--- Input data ---
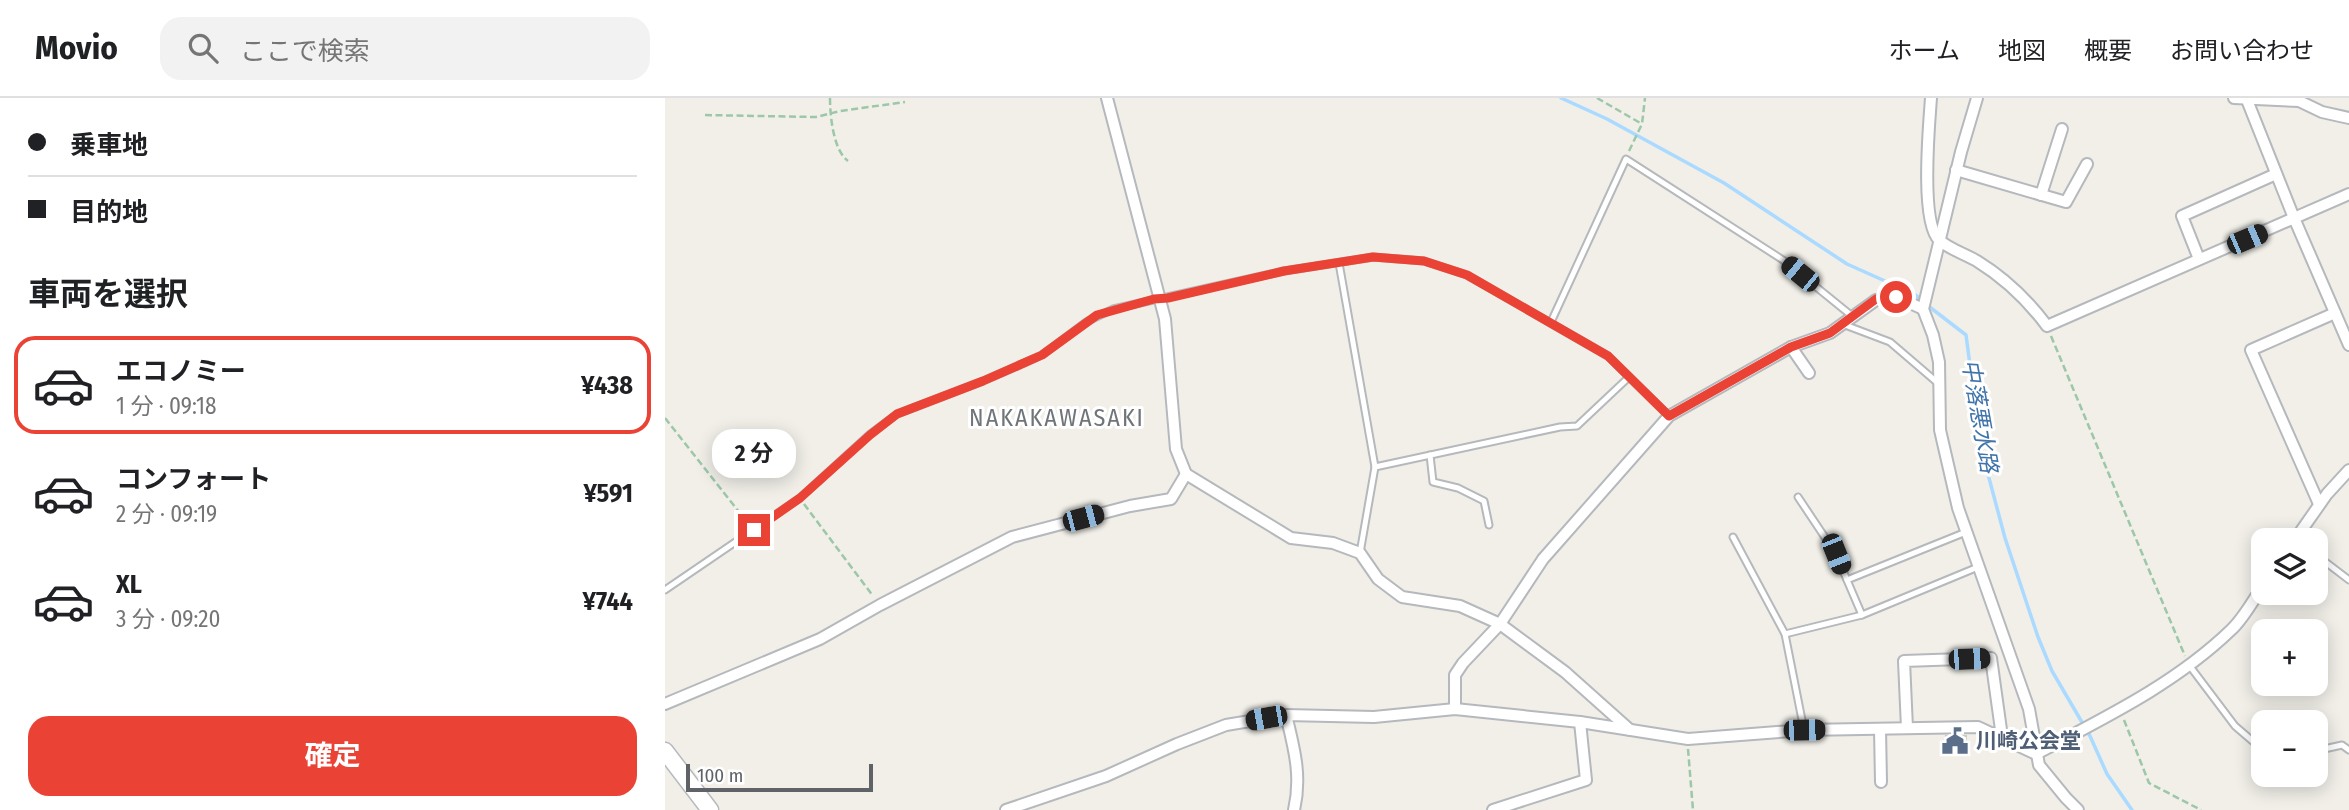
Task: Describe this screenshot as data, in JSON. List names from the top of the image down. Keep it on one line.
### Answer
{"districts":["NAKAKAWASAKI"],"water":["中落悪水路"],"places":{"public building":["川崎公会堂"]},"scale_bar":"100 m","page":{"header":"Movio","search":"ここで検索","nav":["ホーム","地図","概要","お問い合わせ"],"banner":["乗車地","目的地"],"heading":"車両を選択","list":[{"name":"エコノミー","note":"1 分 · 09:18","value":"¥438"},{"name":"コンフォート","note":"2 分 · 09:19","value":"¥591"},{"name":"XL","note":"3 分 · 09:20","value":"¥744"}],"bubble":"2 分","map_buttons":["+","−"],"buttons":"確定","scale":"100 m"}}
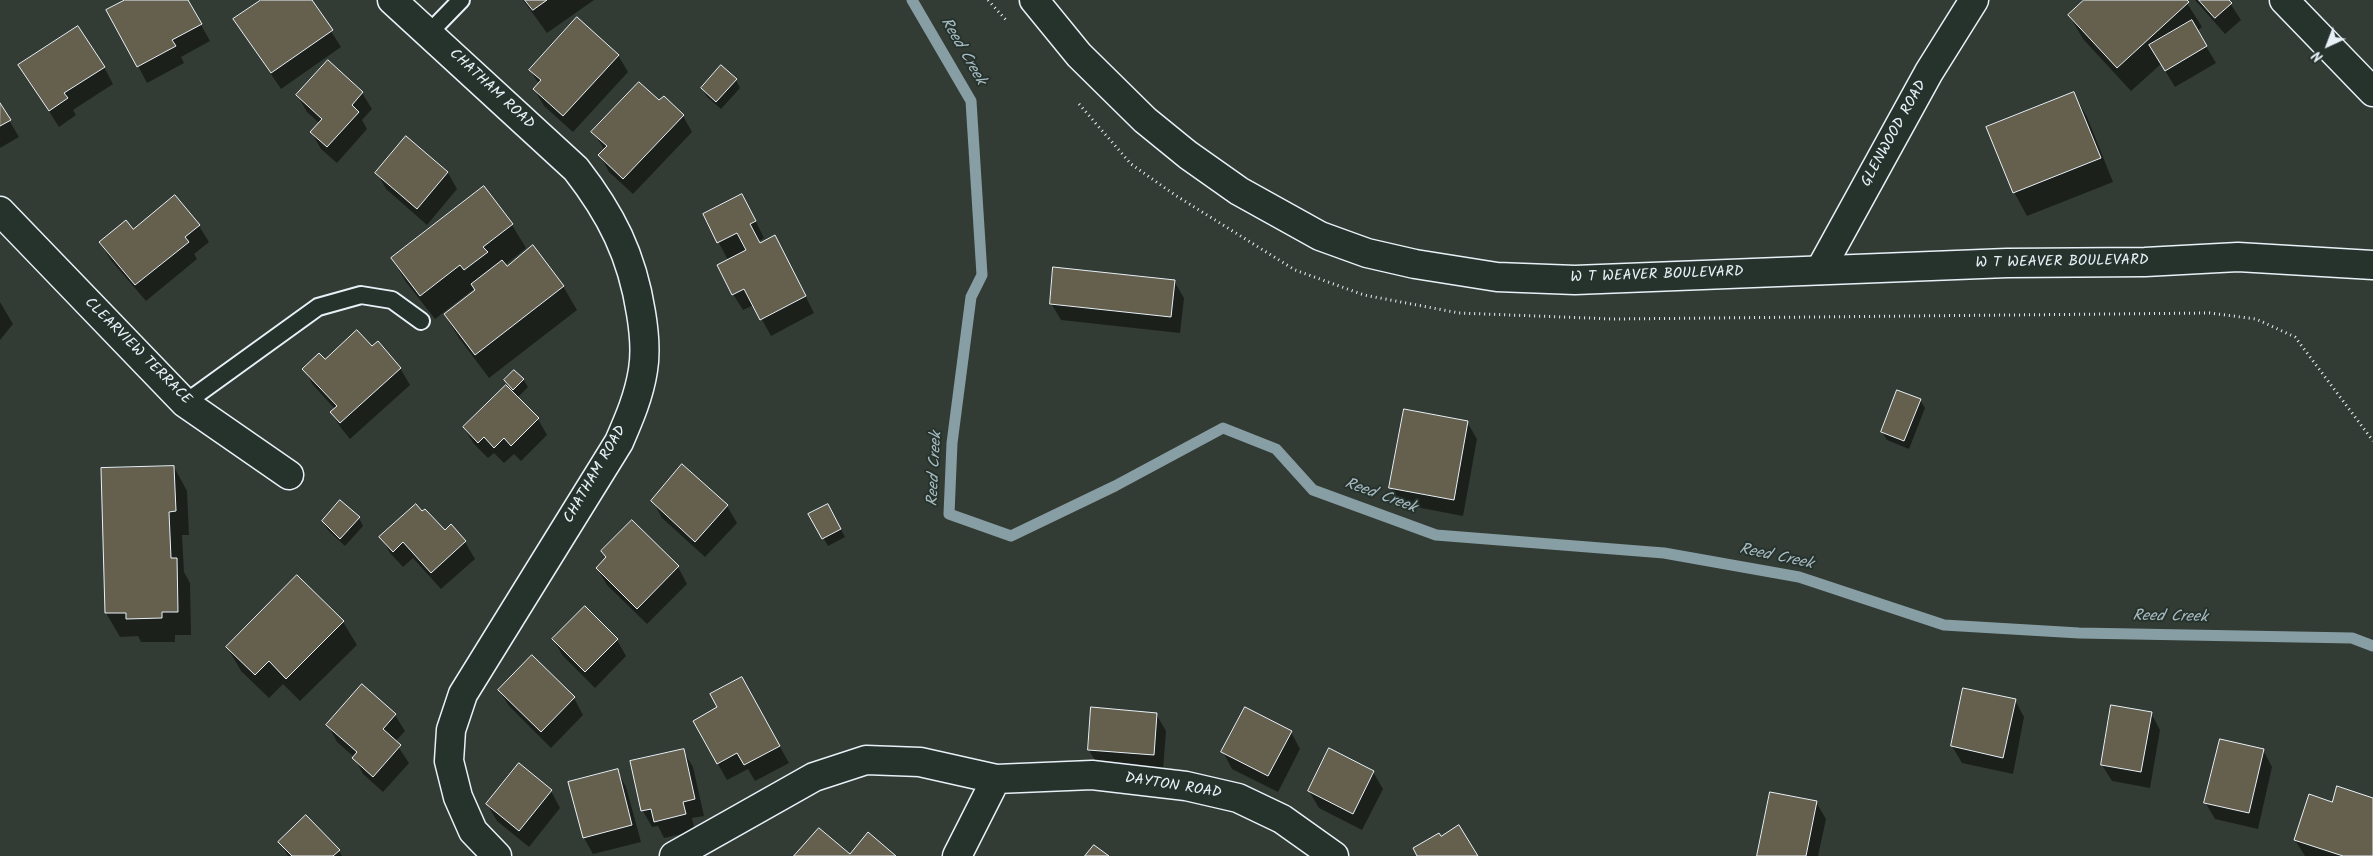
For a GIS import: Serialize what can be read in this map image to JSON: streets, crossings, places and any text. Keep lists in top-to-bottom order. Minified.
---
* **Required action**
Transcribe all of the material exactly and leave out its pictures.

* **Written answer**
Task: Describe this screenshot as data, in JSON. List names from the top of the image down. Keep it on one line.
### Answer
{"districts":["NAKAKAWASAKI"],"water":["中落悪水路"],"places":{"public building":["川崎公会堂"]},"scale_bar":"100 m","page":{"header":"Movio","search":"ここで検索","nav":["ホーム","地図","概要","お問い合わせ"],"banner":["乗車地","目的地"],"heading":"車両を選択","list":[{"name":"エコノミー","note":"1 分 · 09:18","value":"¥438"},{"name":"コンフォート","note":"2 分 · 09:19","value":"¥591"},{"name":"XL","note":"3 分 · 09:20","value":"¥744"}],"bubble":"2 分","map_buttons":["+","−"],"buttons":"確定","scale":"100 m"}}
For a GIS import: Serialize what can be read in this map image to JSON: streets, crossings, places and any text. Keep lists in top-to-bottom order. Minified.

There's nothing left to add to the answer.